### Task brief
Find every line of the records that has "Wakefield" and return it.

### Provided data
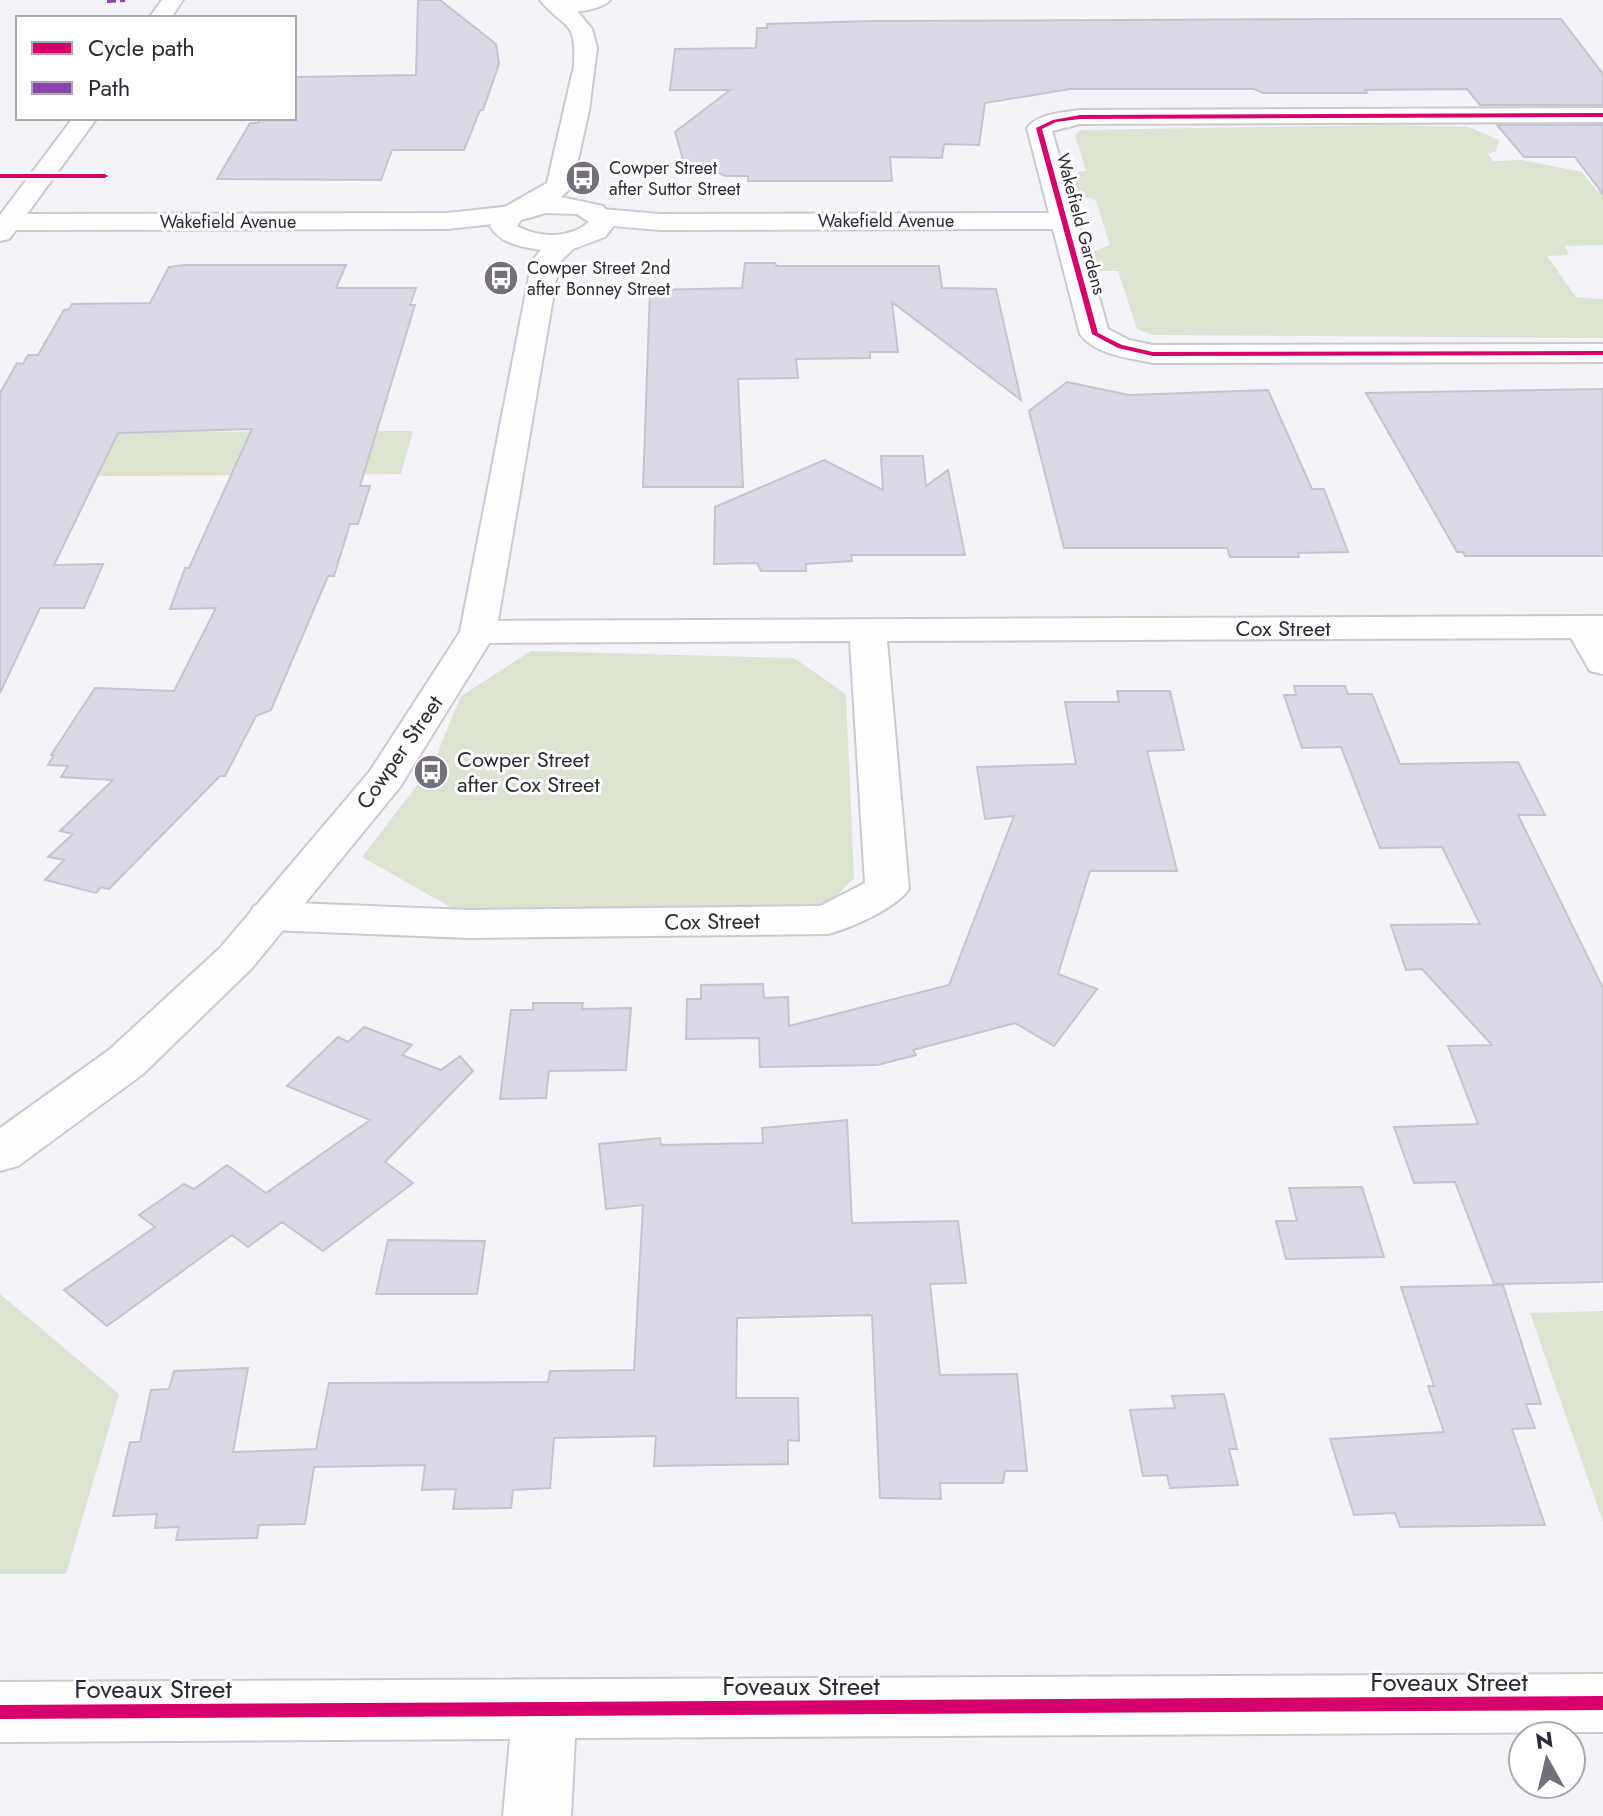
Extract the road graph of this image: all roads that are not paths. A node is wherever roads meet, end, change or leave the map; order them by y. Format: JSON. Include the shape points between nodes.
{"nodes":[{"id":1,"x":600,"y":0,"type":"edge"},
{"id":2,"x":555,"y":3,"type":"edge"},
{"id":3,"x":1603,"y":115,"type":"edge"},
{"id":4,"x":83,"y":120,"type":"edge"},
{"id":5,"x":565,"y":196,"type":"junction"},
{"id":6,"x":8,"y":214,"type":"edge"},
{"id":7,"x":1064,"y":221,"type":"junction"},
{"id":8,"x":601,"y":223,"type":"junction"},
{"id":9,"x":515,"y":224,"type":"junction"},
{"id":10,"x":556,"y":251,"type":"junction"},
{"id":11,"x":1603,"y":353,"type":"edge"},
{"id":12,"x":1593,"y":627,"type":"edge"},
{"id":13,"x":868,"y":630,"type":"junction"},
{"id":14,"x":478,"y":632,"type":"junction"},
{"id":15,"x":1603,"y":663,"type":"edge"},
{"id":16,"x":270,"y":916,"type":"junction"},
{"id":17,"x":0,"y":1153,"type":"edge"},
{"id":18,"x":1603,"y":1703,"type":"edge"},
{"id":19,"x":545,"y":1709,"type":"junction"},
{"id":20,"x":0,"y":1712,"type":"edge"},
{"id":21,"x":537,"y":1816,"type":"edge"}],
"edges":[{"from":1,"to":2,"type":"street"},
{"from":2,"to":5,"type":"street","via":[[584,35],[585,64]]},
{"from":3,"to":7,"type":"street","name":"Wakefield Gardens","via":[[1055,121],[1039,128]]},
{"from":4,"to":6,"type":"street"},
{"from":5,"to":8,"type":"street","via":[[593,211]]},
{"from":5,"to":9,"type":"street"},
{"from":6,"to":9,"type":"street","name":"Wakefield Avenue"},
{"from":7,"to":8,"type":"street","name":"Wakefield Avenue"},
{"from":7,"to":11,"type":"street","name":"Wakefield Gardens","via":[[1095,334],[1120,347],[1153,354]]},
{"from":8,"to":10,"type":"street","via":[[592,234]]},
{"from":9,"to":10,"type":"street"},
{"from":10,"to":14,"type":"street","name":"Cowper Street"},
{"from":12,"to":13,"type":"street","name":"Cox Street"},
{"from":12,"to":15,"type":"street"},
{"from":13,"to":14,"type":"street","name":"Cox Street"},
{"from":13,"to":16,"type":"street","name":"Cox Street","via":[[887,889],[828,920],[469,924]]},
{"from":14,"to":16,"type":"street","name":"Cowper Street","via":[[386,778]]},
{"from":16,"to":17,"type":"street","name":"Cowper Street","via":[[236,958],[126,1062]]},
{"from":18,"to":19,"type":"street","name":"Foveaux Street"},
{"from":19,"to":20,"type":"street","name":"Foveaux Street"},
{"from":19,"to":21,"type":"street"}]}
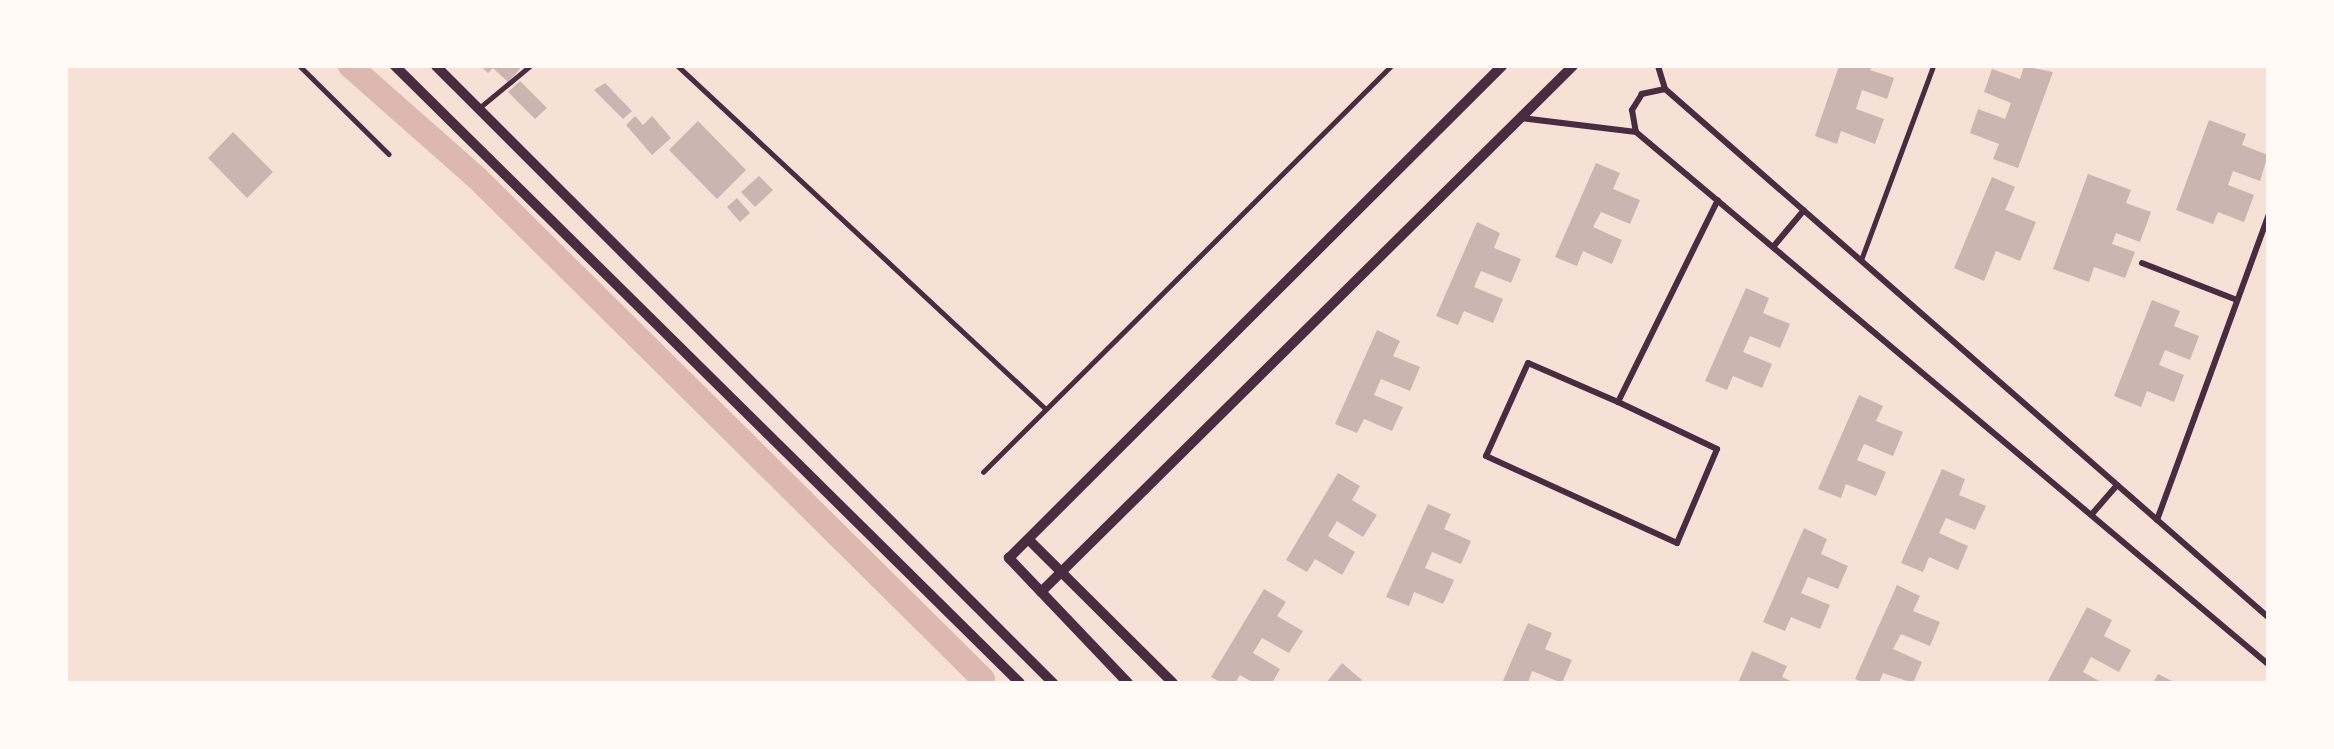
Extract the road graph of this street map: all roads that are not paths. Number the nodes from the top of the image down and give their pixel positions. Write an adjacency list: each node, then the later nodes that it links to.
1 (300, 66): 15 (lane)
2 (395, 66): 34 (street)
3 (436, 66): 12 (street)
4 (530, 66): 12 (lane)
5 (678, 66): 24 (lane)
6 (1391, 66): 24 (lane)
7 (1502, 66): 29 (street)
8 (1573, 66): 13 (street)
9 (1658, 66): 11 (street)
10 (1933, 66): 20 (lane)
11 (1665, 89): 14 (street); 17 (street)
12 (478, 108): 35 (street)
13 (1520, 118): 14 (street); 30 (street)
14 (1636, 132): 16 (street)
15 (389, 154)
16 (1718, 200): 19 (street); 23 (street)
17 (1804, 210): 19 (street); 20 (street)
18 (2268, 216): 22 (street)
19 (1773, 247): 27 (street)
20 (1861, 260): 26 (street)
21 (2142, 263): 22 (street)
22 (2237, 300): 28 (street)
23 (1618, 402): 23 (street)
24 (1046, 409): 25 (lane)
25 (983, 472)
26 (2117, 485): 27 (street); 28 (street)
27 (2092, 514): 33 (street)
28 (2157, 520): 32 (street)
29 (1029, 540): 30 (street); 31 (street)
30 (1059, 572): 31 (street); 37 (street)
31 (1041, 592): 36 (street)
32 (2268, 617)
33 (2268, 664)
34 (1020, 683)
35 (1053, 683)
36 (1128, 683)
37 (1173, 683)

### Final answer
{"from":3,"to":7,"type":"street","name":"Wakefield Gardens","via":[[1055,121],[1039,128]]},
{"from":6,"to":9,"type":"street","name":"Wakefield Avenue"},
{"from":7,"to":8,"type":"street","name":"Wakefield Avenue"},
{"from":7,"to":11,"type":"street","name":"Wakefield Gardens","via":[[1095,334],[1120,347],[1153,354]]},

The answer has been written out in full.